■ Problem statement ■
Could you return all of the entries below exactly, minus the pictures?

** Dataset records follows **

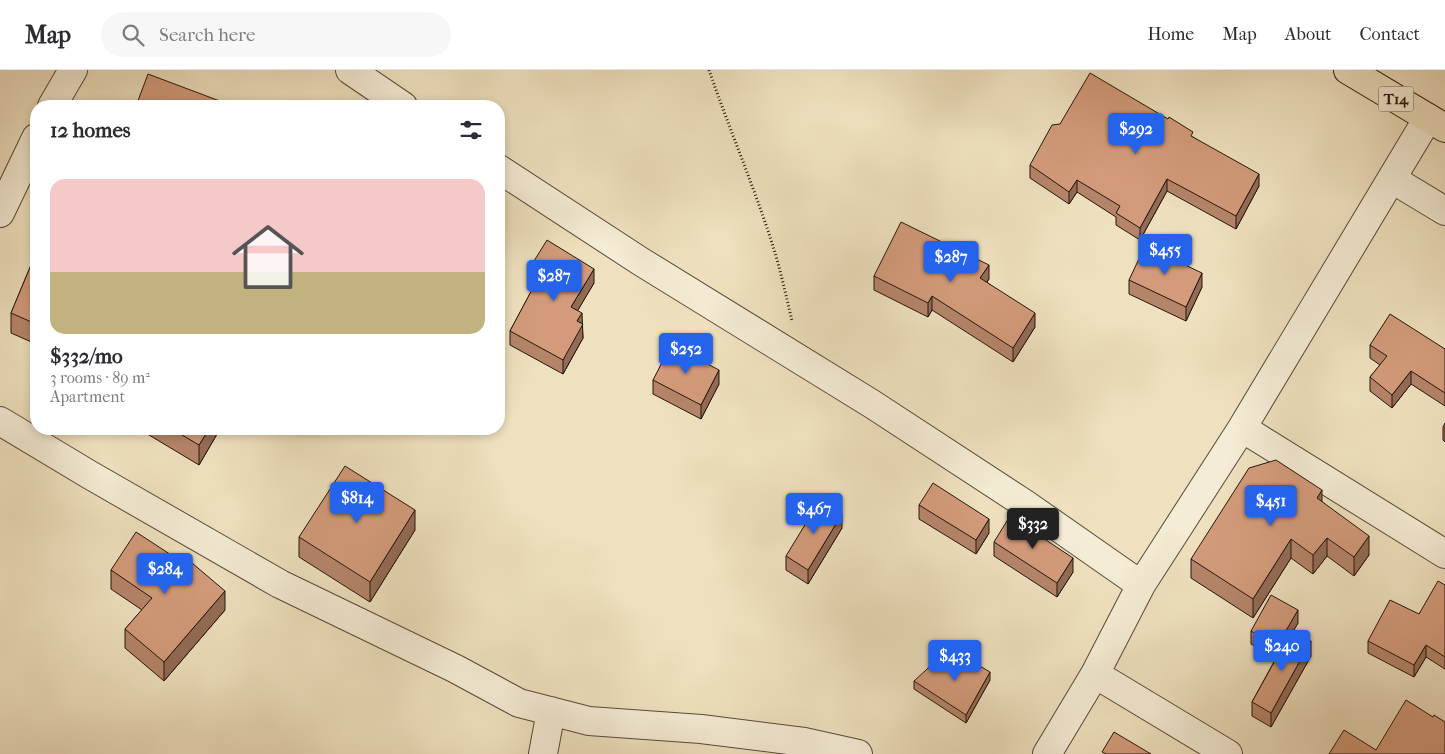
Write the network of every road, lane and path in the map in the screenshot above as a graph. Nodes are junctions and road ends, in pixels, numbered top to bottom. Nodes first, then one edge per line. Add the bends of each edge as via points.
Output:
1 (73, 70) edge
2 (350, 70) edge
3 (709, 70) edge
4 (1348, 70) edge
5 (56, 100) edge
6 (394, 100) edge
7 (1436, 123) edge
8 (30, 150) edge
9 (505, 173) edge
10 (1392, 179) junction
11 (1445, 211) edge
12 (0, 213) edge
13 (803, 362) junction
14 (0, 421) edge
15 (1242, 428) junction
16 (1445, 554) edge
17 (1141, 585) junction
18 (1095, 674) junction
19 (551, 711) junction
20 (543, 754) edge
21 (858, 754) edge
22 (1047, 754) edge
23 (1228, 754) edge

1 - 5 street
2 - 6 street
3 - 13 path via 773,245
4 - 7 highway, T14
7 - 10 street
8 - 12 street
9 - 13 street
10 - 11 street
10 - 15 street
13 - 17 street via 1025,504
14 - 19 street via 280,584 519,703
15 - 16 street
15 - 17 street
17 - 18 street
18 - 22 street
18 - 23 street
19 - 20 street
19 - 21 street via 589,721 710,730 804,742

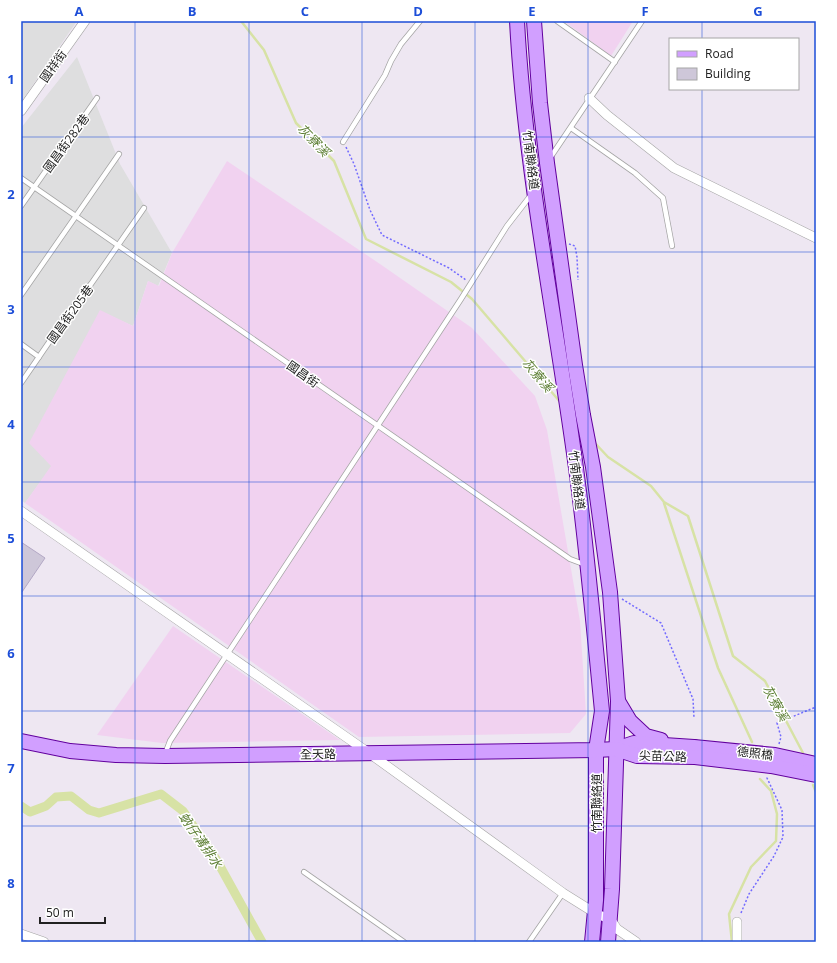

** End of Dataset records **

■ Your response ■
Write the network of every road, lane and path in the map in the screenshot above as a graph. Nodes are junctions and road ends, in pixels, numbered top to bottom. Nodes first, then one edge per line. Add the bends of each edge as via points.
Output:
1 (73, 70) edge
2 (350, 70) edge
3 (709, 70) edge
4 (1348, 70) edge
5 (56, 100) edge
6 (394, 100) edge
7 (1436, 123) edge
8 (30, 150) edge
9 (505, 173) edge
10 (1392, 179) junction
11 (1445, 211) edge
12 (0, 213) edge
13 (803, 362) junction
14 (0, 421) edge
15 (1242, 428) junction
16 (1445, 554) edge
17 (1141, 585) junction
18 (1095, 674) junction
19 (551, 711) junction
20 (543, 754) edge
21 (858, 754) edge
22 (1047, 754) edge
23 (1228, 754) edge

1 - 5 street
2 - 6 street
3 - 13 path via 773,245
4 - 7 highway, T14
7 - 10 street
8 - 12 street
9 - 13 street
10 - 11 street
10 - 15 street
13 - 17 street via 1025,504
14 - 19 street via 280,584 519,703
15 - 16 street
15 - 17 street
17 - 18 street
18 - 22 street
18 - 23 street
19 - 20 street
19 - 21 street via 589,721 710,730 804,742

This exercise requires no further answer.